Hence, the inverse function $g^{−1}: \Bbb{Z}_{10} → \Bbb{Z}_{10}$ is defined by $g^{−1}(x) ≡ 3(x − 2) \mod 10$.
I don't understand the steps on how $7^{−1}(x−2)$ is logically equivalent $3(x−2) \mod 10$. I'm missing something, but I can't figure it out. Thanks in advance.
$7^{-1}\pmod {10}$ refers to the class $k$ so that $7*k\equiv 1 \pmod {10}$. If such a class exists.
An $a^{-1} \pmod n$ will exist if and only if $\gcd(a,n) = 1$.
So what is $7^{-1}\pmod {10}$. What is the solution to $7*k\equiv 1 \pmod {10}$.
We could use Bezout and Euclid's alogorithm to solve $7k + 10a = 1$ but these are such simple and small numbers it's easier to use brute force.
The multiples of $7$ are $7,14\equiv 4, 21\equiv 1, 28\equiv 8, 35\equiv 5, 42\equiv 2, 49\equiv 7, 56\equiv 6, 63\equiv 3, 70 \equiv 0$.

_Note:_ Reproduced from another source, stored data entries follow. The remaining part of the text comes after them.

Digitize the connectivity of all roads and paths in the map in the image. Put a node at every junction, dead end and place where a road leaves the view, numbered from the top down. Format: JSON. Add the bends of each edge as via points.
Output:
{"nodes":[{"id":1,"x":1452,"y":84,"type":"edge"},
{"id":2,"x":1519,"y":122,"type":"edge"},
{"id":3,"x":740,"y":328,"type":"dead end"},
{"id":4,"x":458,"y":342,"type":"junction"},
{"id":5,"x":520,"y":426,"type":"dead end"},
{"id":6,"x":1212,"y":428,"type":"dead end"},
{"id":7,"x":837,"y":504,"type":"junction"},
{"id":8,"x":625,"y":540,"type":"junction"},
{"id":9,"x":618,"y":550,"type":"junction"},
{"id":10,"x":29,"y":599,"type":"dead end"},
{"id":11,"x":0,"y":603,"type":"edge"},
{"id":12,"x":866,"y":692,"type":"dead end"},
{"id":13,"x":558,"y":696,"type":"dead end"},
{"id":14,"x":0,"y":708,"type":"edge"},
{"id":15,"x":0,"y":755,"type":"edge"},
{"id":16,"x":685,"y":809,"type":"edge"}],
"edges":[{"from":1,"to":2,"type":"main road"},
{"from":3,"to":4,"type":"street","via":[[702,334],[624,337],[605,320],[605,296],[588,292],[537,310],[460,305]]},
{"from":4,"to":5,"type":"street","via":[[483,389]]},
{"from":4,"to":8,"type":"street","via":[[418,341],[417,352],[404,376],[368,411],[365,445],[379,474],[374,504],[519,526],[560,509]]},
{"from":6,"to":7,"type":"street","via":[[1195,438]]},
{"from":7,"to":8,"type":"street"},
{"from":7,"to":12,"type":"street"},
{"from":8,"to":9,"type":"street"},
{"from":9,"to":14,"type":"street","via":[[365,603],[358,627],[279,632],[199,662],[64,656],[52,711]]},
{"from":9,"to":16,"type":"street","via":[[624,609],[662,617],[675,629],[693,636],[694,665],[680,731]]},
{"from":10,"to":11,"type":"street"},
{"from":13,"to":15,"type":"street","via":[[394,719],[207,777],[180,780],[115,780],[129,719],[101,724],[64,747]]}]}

So $7*3 \equiv 21 \equiv 1 \pmod {10}$.
And $7^{-1} = 3\pmod{10}$.
.......
So if $y= g(x) = 7x+2\pmod {10}$ the $g^{-1}$ is the function so that $x =g^{-1}(g(x)) = g^{-1}(y)$ so to find $g^{-1}$ we solve $y = 7x+2\pmod {10}$ for $x$ in terms of $y$.
$y \equiv 7x + 2 \pmod{10}$
$7x \equiv y - 2 \pmod{10}$.
$7^{-1}*7x \equiv 7^{-1}(y-2)\pmod {10}$
$3*7x \equiv 3(y-2)\pmod{10}$
$21x\equiv 3(y-2)\pmod{10}$
$x\equiv 3(y-2)\pmod{10}$
In my a opinion we should distribute the $3(y-2)$
So $x \equiv 3y - 6 \pmod{10}$.
Furthermore I think we should, for aesthetic purposes mostly, consistently use the postive reduced residue system. $-6\equiv 4 \pmod {10}$
So
$x \equiv 3y + 4 \pmod {10}$
And so $g^{-1}(y) = 3y+4\pmod {10}$ or replacing one variable with another:
$g^{-1}(x) = 3x + 4\pmod {10}$
...
To verify this we wont to so if $g^{-1}(g(x)) = x$.
$3(7x+2) + 4 \equiv $
$21x + 6 + 4 \equiv $
$21x + 10 \equiv $
$x + 0 \equiv x\pmod{10}$.
And that $g(g^{-1}(x)) = x$.
$7(3x+4) + 2 \equiv $
$21x + 28 + 2 \equiv 21x + 30\equiv$
$x + 0 \equiv x \pmod {10}$.